16.09.2019 22:21, Theodore Y. Ts'o пишет:
On Mon, Sep 16, 2019 at 09:17:10AM -0700, Linus Torvalds wrote:So the semantics that getrandom() should have had are: getrandom(0) - just give me reasonable random numbers for any of a million non-strict-long-term-security use (ie the old urandom) - the nonblocking flag makes no sense here and would be a no-opThat change is what I consider highly problematic. There are a *huge* number of applications which use cryptography which assumes that getrandom(0) means, "I'm guaranteed to get something safe cryptographic use". Changing his now would expose a very large number of applications to be insecure. Part of the problem here is that there are many different actors. There is the application or cryptographic library developer, who may want to be sure they have cryptographically secure random numbers. They are the ones who will select getrandom(0). Then you have the distribution or consumer-grade electronics developers who may choose to run them too early in some init script or systemd unit files. And some of these people may do something stupid, like run things too early, or omit the a hardware random number generator in their design, even though it's for a security critical purpose (say, a digital wallet for bitcoin). Because some of these people might do something stupid, one argument (not mine) is that we must therefore not let getrandom() block. But doing this penalizes the security of all the users of the application, not just the stupid ones.

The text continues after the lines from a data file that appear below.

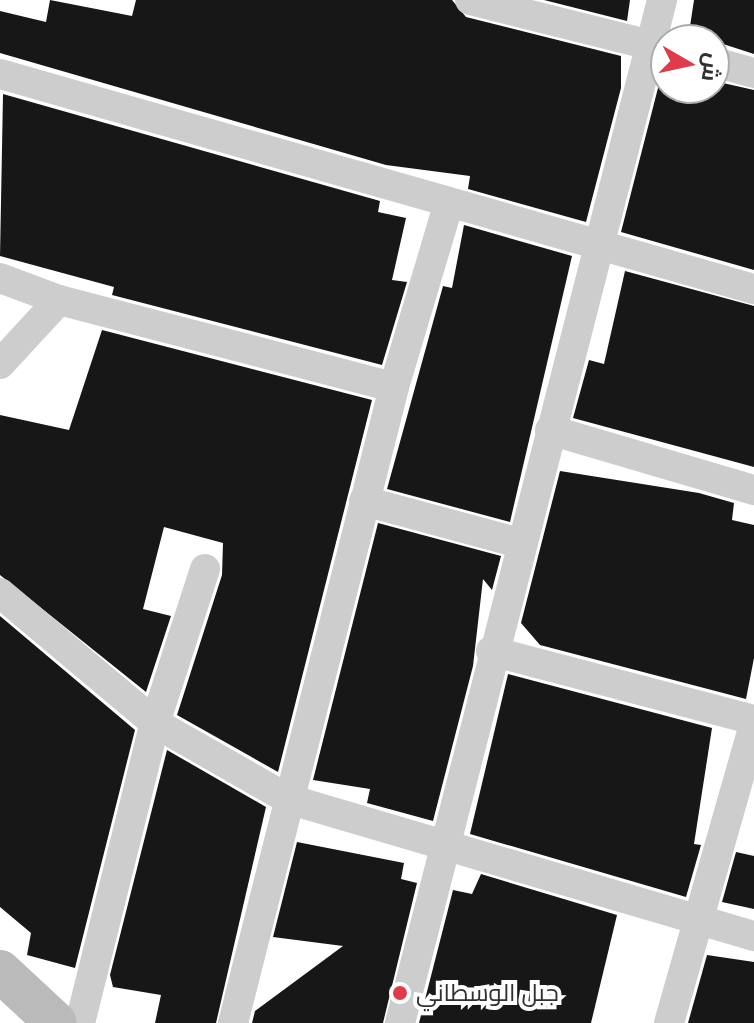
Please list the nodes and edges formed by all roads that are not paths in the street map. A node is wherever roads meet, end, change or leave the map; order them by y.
1 (470, 0) edge
2 (662, 0) edge
3 (659, 24) edge
4 (650, 45) edge
5 (730, 66) edge
6 (650, 71) edge
7 (754, 73) edge
8 (0, 74) edge
9 (448, 206) junction
10 (600, 244) junction
11 (0, 278) edge
12 (754, 289) edge
13 (59, 300) junction
14 (0, 364) edge
15 (394, 387) junction
16 (550, 430) junction
17 (754, 490) edge
18 (364, 501) junction
19 (520, 543) junction
20 (205, 569) dead end
21 (0, 593) edge
22 (491, 651) junction
23 (754, 722) edge
24 (155, 723) junction
25 (749, 767) edge
26 (288, 799) junction
27 (444, 850) junction
28 (699, 920) junction
29 (754, 936) edge
30 (0, 971) edge
31 (56, 1023) edge
32 (80, 1023) edge
33 (233, 1023) edge
34 (400, 1023) edge
35 (669, 1023) edge

1 - 4 street
2 - 3 street
5 - 7 street
6 - 10 street
8 - 9 street
9 - 10 street
9 - 15 street
10 - 12 street
10 - 16 street
11 - 13 street
13 - 14 street
13 - 15 street
15 - 18 street
16 - 17 street
16 - 19 street
18 - 19 street
18 - 26 street
19 - 22 street
20 - 24 street
21 - 24 street
22 - 23 street
22 - 27 street
23 - 25 street
24 - 26 street
24 - 32 street
25 - 28 street
26 - 27 street
26 - 33 street
27 - 28 street
27 - 34 street
28 - 29 street
28 - 35 street
30 - 31 street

On Linux, there is no such thing as "too early", that's the problem.First, we already had one lesson about this, regarding applications that require libraries from /usr. There, it was due to various programs that run from udev rules, and dynamic/unpredictable dependencies. See https://freedesktop.org/wiki/Software/systemd/separate-usr-is-broken/, almost all arguments from there apply 1:1 here.
Second, people/distributions put unexpected stuff into their initramfs images, and we cannot say that they have no right to do so. E.g., on my system that's "cryptsetup" that unlocks the root partition, but manages to read a few bytes of uninitialized urandom before that. A warning here is almost unavoidable, and thus will be treated as SPAM.

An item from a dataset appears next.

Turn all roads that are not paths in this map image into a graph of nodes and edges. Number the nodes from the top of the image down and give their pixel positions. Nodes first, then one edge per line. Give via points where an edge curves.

No such considerations apply to OpenBSD (initramfs does not exist, and there is no equivalent of udev that reacts to cold-plug events by running programs), that's why the getentropy() design works there.
If we were to fix it, we should focus on making true entropy available unconditionally, even before /init in the initramfs starts, and warn not on the first access to urandom, but on the exec of /init. Look - distributions are already running "haveged" which harvests entropy from clock jitter. And they still manage to do it wrong (regardless whether the "haveged" idea is wrong by itself), by running it too late (at least I don't know any kind of stock initramfs with either it or rngd included). So it's too complex, and needs to be simplified.
The kernel already has jitterentropy-rng, it uses the same idea as "haveged", but, alas, it is exposed as a crypto rng algorithm, not a hwrng. And I think it is a bug: cryptoapi rng algorithms are for things that get a seed and generate random numbers by rehashing it over and over, while jitterentropy-rng requires no seed. Would a patch be accepted to convert it to hwrng? (this is essentially the reverse of what commit c46ea13 did for exynos-rng)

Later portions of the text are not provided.